Mademoiselle Pouchée put the interruption quietly aside.
‘Mère loses her memory. We must not always heed her,’ she observed to Marjorie, presently. ‘In bygone days, when the good papa was living, our family received undergraduates as lodgers. Mère has the old time in her heart still.’
‘Jesuitry, Pouchée! I remember your talents in that line. In bygone days, when the good papa was living, no photograph of Tintajeux Manoir existed.’
The remark was accompanied by a Bartrand look, as familiar, as smiting to poor Pouchée as though she and Marjorie had done battle over some delicate point of moral faithfulness that very morning.

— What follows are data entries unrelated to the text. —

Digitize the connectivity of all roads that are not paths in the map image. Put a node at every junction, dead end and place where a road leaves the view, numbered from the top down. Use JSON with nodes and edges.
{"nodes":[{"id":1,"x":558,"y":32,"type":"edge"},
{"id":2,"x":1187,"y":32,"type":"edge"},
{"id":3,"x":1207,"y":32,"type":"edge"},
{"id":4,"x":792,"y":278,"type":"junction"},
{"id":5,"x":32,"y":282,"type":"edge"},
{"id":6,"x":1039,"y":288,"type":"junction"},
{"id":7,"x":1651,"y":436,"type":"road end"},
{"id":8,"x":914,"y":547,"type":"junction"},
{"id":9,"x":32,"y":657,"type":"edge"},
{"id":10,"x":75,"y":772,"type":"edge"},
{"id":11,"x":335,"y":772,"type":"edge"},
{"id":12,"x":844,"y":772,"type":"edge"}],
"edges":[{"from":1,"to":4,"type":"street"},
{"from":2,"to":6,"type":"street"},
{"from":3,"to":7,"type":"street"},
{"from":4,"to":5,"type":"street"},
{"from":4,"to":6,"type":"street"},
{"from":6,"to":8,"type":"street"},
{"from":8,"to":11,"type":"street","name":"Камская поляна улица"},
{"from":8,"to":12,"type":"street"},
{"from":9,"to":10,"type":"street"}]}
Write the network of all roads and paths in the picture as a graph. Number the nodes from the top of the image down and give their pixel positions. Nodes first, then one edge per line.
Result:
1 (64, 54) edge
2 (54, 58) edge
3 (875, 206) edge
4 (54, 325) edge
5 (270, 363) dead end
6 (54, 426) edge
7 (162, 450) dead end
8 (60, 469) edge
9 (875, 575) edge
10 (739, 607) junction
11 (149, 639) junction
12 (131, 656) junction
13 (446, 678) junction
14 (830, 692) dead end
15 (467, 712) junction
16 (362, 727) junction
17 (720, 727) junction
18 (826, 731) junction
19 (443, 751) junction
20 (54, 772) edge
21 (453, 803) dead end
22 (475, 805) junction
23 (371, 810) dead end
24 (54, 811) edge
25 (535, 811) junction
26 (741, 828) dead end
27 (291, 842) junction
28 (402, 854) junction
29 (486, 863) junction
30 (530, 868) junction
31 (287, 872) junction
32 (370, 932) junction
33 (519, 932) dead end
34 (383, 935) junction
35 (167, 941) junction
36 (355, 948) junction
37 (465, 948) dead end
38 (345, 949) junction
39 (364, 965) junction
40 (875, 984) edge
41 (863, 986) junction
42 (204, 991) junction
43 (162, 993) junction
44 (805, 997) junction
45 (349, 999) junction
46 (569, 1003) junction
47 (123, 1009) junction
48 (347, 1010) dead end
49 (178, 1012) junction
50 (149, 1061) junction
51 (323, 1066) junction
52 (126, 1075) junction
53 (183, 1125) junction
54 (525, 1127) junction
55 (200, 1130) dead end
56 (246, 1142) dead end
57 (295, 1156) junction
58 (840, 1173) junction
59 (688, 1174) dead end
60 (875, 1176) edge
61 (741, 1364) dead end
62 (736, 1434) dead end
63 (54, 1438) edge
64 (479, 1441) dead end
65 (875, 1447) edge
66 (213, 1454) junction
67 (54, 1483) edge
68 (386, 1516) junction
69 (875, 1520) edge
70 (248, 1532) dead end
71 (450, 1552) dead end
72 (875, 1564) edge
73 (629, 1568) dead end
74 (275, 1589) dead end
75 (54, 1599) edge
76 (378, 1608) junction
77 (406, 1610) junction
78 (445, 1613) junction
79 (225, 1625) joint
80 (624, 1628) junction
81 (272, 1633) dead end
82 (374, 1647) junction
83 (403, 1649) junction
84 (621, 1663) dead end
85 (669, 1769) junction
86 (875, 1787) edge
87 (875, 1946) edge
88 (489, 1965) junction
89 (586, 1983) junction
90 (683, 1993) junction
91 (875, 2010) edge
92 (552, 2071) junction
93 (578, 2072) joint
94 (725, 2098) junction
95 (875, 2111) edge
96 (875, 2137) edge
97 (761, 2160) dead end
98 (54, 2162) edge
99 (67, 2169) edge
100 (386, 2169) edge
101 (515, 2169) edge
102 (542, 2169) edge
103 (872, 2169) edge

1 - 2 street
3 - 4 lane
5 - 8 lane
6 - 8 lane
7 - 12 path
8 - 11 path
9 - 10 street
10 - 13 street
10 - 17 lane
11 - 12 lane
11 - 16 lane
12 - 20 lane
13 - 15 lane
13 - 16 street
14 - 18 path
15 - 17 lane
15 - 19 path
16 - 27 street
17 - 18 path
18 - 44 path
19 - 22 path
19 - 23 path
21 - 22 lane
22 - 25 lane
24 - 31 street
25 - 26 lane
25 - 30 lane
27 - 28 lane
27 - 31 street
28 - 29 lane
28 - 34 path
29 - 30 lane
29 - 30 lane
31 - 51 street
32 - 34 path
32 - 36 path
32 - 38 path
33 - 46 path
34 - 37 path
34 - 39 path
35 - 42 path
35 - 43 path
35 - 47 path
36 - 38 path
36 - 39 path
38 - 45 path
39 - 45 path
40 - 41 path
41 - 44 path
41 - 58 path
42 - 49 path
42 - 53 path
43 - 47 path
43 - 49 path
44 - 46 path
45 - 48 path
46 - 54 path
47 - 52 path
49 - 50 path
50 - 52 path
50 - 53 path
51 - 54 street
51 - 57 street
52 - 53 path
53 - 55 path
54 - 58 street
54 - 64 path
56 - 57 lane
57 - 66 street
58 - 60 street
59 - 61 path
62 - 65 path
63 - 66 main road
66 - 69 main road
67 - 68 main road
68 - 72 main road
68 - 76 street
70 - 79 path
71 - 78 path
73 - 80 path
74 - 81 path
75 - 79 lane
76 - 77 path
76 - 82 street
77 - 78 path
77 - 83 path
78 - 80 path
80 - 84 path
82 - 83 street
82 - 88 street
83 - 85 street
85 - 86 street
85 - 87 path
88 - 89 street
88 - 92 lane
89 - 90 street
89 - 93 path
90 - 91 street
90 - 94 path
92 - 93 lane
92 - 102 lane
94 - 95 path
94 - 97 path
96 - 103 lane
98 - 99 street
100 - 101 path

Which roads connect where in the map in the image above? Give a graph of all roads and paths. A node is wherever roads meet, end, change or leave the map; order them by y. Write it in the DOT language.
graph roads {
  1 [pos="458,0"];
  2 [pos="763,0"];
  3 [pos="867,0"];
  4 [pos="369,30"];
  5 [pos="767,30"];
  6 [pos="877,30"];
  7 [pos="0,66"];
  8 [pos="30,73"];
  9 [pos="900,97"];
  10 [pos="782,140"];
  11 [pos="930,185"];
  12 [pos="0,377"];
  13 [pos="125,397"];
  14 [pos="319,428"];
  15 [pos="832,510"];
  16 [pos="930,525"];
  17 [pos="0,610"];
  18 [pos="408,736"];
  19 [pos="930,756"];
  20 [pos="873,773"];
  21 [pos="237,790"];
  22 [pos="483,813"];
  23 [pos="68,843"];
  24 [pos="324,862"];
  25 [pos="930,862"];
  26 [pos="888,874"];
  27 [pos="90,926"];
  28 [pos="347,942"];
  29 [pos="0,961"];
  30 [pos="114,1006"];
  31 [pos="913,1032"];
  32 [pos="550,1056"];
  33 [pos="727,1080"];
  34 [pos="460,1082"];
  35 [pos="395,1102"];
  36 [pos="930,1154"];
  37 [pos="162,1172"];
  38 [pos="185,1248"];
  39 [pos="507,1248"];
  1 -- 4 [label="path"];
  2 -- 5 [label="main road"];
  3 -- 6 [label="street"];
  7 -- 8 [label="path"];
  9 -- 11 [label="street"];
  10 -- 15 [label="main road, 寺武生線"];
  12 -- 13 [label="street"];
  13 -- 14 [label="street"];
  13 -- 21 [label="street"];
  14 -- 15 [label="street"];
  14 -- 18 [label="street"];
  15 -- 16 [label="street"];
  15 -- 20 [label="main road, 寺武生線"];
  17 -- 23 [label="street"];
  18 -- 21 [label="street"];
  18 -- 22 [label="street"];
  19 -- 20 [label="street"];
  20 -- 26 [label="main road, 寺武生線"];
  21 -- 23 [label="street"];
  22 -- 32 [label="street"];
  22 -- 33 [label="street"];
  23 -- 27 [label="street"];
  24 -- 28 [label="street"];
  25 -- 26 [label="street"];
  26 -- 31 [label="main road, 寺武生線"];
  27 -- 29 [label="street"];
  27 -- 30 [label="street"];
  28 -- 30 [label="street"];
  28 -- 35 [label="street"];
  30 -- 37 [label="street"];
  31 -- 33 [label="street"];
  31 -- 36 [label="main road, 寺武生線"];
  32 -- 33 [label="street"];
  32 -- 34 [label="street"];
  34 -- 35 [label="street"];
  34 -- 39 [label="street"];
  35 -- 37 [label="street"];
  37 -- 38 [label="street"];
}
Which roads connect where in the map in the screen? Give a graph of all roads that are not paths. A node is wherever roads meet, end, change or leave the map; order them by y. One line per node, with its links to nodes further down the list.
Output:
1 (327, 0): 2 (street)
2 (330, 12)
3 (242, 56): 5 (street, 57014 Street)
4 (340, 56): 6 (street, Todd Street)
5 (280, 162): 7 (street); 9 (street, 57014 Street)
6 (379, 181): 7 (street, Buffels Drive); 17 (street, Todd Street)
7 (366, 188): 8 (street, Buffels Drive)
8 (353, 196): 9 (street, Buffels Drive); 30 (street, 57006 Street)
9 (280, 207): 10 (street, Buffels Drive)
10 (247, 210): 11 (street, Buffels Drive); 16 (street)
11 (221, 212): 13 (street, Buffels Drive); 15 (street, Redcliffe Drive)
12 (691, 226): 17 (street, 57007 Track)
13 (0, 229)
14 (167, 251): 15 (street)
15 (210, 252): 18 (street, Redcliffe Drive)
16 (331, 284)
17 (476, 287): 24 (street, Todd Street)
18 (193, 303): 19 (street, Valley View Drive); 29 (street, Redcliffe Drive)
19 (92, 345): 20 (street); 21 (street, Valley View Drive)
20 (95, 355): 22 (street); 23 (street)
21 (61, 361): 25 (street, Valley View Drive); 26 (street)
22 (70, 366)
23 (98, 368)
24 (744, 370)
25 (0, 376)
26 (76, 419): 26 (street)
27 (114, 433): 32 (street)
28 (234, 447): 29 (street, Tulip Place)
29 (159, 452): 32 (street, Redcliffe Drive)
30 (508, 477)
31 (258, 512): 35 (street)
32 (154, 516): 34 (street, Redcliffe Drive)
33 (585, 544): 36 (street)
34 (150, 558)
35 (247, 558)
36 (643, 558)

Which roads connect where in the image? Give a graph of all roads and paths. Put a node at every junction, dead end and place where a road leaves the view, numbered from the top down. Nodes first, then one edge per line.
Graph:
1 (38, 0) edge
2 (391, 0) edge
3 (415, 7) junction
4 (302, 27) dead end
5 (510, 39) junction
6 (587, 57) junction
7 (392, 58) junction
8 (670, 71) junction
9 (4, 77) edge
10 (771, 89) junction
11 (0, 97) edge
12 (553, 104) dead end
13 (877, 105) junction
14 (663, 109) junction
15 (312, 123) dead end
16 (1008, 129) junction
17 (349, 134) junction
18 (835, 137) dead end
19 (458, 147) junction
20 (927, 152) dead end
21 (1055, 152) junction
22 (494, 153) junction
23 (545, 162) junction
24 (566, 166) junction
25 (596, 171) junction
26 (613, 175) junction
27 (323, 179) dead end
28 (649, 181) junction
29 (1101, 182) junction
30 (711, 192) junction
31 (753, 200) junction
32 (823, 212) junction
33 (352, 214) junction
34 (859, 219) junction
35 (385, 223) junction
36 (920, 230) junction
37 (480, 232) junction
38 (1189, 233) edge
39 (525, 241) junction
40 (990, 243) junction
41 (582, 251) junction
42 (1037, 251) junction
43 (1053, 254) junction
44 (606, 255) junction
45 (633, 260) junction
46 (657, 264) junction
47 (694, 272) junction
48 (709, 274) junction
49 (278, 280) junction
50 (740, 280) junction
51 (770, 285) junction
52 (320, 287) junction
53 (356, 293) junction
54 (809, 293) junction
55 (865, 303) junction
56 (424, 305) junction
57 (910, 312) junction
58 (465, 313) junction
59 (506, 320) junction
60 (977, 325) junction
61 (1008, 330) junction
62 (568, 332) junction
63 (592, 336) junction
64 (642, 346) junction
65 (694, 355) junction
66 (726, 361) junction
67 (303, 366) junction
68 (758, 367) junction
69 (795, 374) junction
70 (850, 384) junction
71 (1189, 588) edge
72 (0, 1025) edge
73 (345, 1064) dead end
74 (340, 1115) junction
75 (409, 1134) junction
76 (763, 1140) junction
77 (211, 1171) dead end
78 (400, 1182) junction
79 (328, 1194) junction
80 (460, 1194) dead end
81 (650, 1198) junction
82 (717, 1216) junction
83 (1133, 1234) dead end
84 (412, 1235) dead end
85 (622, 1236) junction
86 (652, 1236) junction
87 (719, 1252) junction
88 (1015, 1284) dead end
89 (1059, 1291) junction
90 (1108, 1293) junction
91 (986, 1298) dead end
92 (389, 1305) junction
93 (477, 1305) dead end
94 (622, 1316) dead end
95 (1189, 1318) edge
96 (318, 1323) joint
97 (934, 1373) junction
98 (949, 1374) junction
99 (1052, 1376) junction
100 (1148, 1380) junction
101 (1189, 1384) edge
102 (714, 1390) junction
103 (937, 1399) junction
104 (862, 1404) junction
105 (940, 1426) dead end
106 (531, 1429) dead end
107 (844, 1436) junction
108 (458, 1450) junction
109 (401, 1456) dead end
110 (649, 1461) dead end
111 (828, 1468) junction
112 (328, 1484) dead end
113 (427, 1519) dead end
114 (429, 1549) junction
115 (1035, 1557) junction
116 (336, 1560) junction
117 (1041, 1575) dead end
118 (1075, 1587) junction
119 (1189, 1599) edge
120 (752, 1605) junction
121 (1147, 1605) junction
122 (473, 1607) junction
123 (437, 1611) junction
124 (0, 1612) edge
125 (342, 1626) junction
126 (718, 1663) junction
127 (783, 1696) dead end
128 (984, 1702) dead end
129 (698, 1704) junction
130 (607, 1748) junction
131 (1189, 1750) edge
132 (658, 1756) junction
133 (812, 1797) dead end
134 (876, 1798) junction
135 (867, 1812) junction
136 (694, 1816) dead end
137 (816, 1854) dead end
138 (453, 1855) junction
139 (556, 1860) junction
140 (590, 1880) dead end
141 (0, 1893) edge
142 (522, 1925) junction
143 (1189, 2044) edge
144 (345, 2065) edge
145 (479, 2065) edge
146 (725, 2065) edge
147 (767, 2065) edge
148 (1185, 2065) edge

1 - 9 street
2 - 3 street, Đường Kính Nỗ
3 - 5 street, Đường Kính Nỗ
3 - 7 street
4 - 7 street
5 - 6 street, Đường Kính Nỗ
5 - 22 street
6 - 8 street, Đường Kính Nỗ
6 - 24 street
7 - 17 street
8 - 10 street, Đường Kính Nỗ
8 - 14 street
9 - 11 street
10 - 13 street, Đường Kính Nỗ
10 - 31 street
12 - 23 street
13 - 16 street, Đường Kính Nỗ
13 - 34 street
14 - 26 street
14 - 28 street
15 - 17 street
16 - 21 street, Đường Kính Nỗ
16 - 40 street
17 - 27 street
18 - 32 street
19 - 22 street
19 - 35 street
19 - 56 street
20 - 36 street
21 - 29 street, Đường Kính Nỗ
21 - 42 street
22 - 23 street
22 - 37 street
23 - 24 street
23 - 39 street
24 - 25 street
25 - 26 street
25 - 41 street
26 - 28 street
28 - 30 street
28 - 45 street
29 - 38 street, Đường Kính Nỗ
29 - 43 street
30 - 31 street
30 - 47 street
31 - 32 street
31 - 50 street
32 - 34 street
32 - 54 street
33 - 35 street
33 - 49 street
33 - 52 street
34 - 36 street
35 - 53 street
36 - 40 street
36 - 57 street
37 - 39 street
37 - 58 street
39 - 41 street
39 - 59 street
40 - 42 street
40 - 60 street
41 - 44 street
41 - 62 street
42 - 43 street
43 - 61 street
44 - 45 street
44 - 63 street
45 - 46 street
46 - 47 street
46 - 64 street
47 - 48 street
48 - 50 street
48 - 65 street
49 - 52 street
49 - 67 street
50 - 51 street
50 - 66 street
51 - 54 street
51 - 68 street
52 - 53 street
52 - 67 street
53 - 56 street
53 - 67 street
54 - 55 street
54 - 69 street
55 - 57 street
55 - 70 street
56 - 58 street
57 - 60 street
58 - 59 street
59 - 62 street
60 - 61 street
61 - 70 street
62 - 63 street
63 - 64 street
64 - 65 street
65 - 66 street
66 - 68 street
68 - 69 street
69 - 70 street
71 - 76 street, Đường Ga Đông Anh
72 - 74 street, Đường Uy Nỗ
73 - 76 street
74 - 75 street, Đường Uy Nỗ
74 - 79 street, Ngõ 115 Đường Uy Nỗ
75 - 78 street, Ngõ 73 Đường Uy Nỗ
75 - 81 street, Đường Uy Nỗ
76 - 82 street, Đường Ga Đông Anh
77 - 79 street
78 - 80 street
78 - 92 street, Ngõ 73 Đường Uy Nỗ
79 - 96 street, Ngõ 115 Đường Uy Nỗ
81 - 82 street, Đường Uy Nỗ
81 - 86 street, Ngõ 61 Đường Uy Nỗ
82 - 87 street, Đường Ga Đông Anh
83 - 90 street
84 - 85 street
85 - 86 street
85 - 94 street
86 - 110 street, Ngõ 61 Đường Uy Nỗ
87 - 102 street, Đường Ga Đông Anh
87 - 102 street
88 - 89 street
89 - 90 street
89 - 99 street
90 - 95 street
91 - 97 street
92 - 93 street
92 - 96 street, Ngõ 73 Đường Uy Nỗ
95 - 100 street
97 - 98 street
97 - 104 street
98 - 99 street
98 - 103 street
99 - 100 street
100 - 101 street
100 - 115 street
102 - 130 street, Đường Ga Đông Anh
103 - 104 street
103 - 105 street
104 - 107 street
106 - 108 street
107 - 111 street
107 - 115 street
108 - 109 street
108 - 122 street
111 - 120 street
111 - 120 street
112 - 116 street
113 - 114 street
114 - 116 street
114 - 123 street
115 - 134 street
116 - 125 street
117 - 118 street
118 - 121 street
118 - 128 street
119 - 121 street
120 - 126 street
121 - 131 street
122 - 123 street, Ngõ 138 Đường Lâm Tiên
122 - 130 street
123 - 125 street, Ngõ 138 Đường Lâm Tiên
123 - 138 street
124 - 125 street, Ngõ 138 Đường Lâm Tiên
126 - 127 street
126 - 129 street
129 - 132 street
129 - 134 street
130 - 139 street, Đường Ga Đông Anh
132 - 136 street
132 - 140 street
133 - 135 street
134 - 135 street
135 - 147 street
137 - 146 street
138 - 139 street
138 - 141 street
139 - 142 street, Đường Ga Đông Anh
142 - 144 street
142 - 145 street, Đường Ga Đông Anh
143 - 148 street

‘There are accidents—contingencies—nay, times being hard, there is necessity. As well confess the truth. We do not take lodgers.’ Pouchée’s eyes dwelt fondly on the inlaid cabinet, the porcelain, the exquisite order of the little salon. ‘We are private citizens—rentières, living on our means.’
‘And there is no one in the house save yourselves?’
A flourish of Pouchée’s fingers hinted negation. ‘The old place is, in fact, two houses, as you will see by daylight. There are rooms at the back that can be entered by a flight of open-air steps—steps dating from the fourteenth century, ma mie.’
‘You promised me truth—not history, Mademoiselle.’
‘And by hazard—for the moment—we have a locataire. Not an undergraduate. We spare a room or two, on occasion, to some quiet gentleman—some resident M.A.—some student from the Art Schools. No undergraduate sets foot within our doors. We are not licensed.’